WORK ITEM: When you transcribe the listing that follows, keep every line exact and omit the pictures.

SUPPLIED RECORDS:

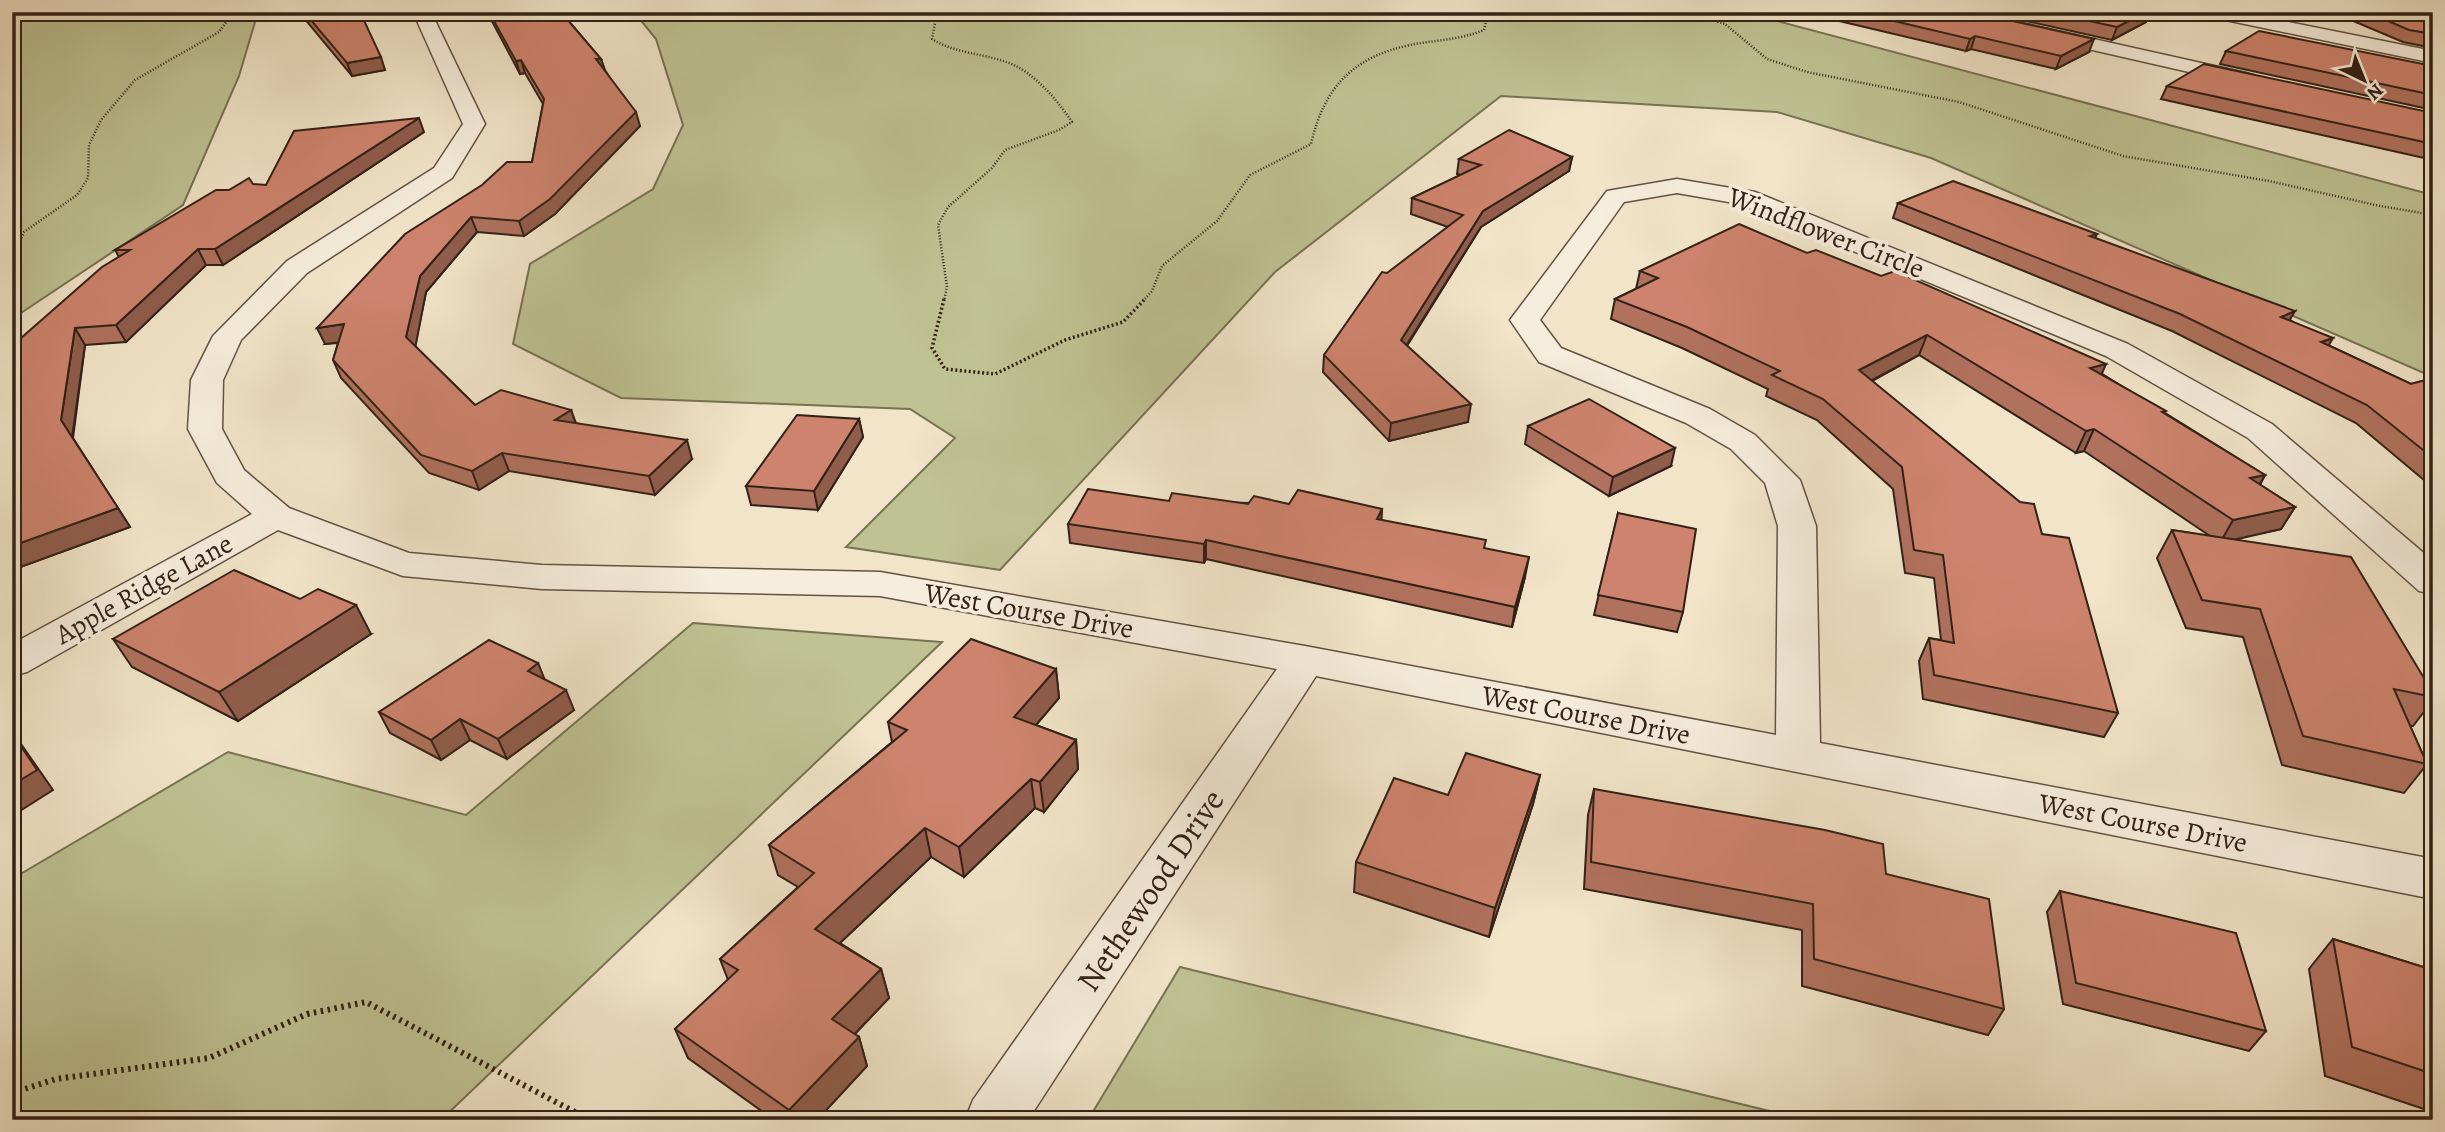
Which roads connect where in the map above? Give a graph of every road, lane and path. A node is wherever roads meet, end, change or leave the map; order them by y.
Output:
1 (35, 12) edge
2 (226, 12) edge
3 (422, 12) edge
4 (937, 12) edge
5 (1488, 12) edge
6 (1686, 12) edge
7 (1947, 12) edge
8 (2211, 12) edge
9 (12, 17) edge
10 (2433, 57) edge
11 (2271, 84) edge
12 (2433, 215) edge
13 (12, 260) edge
14 (276, 516) junction
15 (2433, 582) edge
16 (1305, 660) junction
17 (12, 662) edge
18 (1798, 756) junction
19 (2433, 879) edge
20 (12, 1093) edge
21 (590, 1120) edge
22 (994, 1120) edge

1 - 9 street
2 - 13 path
3 - 14 street, West Course Drive
4 - 5 path
6 - 12 path
7 - 11 street
8 - 10 street
14 - 16 street, West Course Drive
14 - 17 street, Apple Ridge Lane
15 - 18 street, Windflower Circle
16 - 18 street, West Course Drive
16 - 22 street, Nethewood Drive
18 - 19 street, West Course Drive
20 - 21 path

RESULT:
Which roads connect where in the map above? Give a graph of every road, lane and path. A node is wherever roads meet, end, change or leave the map; order them by y.
Output:
1 (35, 12) edge
2 (226, 12) edge
3 (422, 12) edge
4 (937, 12) edge
5 (1488, 12) edge
6 (1686, 12) edge
7 (1947, 12) edge
8 (2211, 12) edge
9 (12, 17) edge
10 (2433, 57) edge
11 (2271, 84) edge
12 (2433, 215) edge
13 (12, 260) edge
14 (276, 516) junction
15 (2433, 582) edge
16 (1305, 660) junction
17 (12, 662) edge
18 (1798, 756) junction
19 (2433, 879) edge
20 (12, 1093) edge
21 (590, 1120) edge
22 (994, 1120) edge

1 - 9 street
2 - 13 path
3 - 14 street, West Course Drive
4 - 5 path
6 - 12 path
7 - 11 street
8 - 10 street
14 - 16 street, West Course Drive
14 - 17 street, Apple Ridge Lane
15 - 18 street, Windflower Circle
16 - 18 street, West Course Drive
16 - 22 street, Nethewood Drive
18 - 19 street, West Course Drive
20 - 21 path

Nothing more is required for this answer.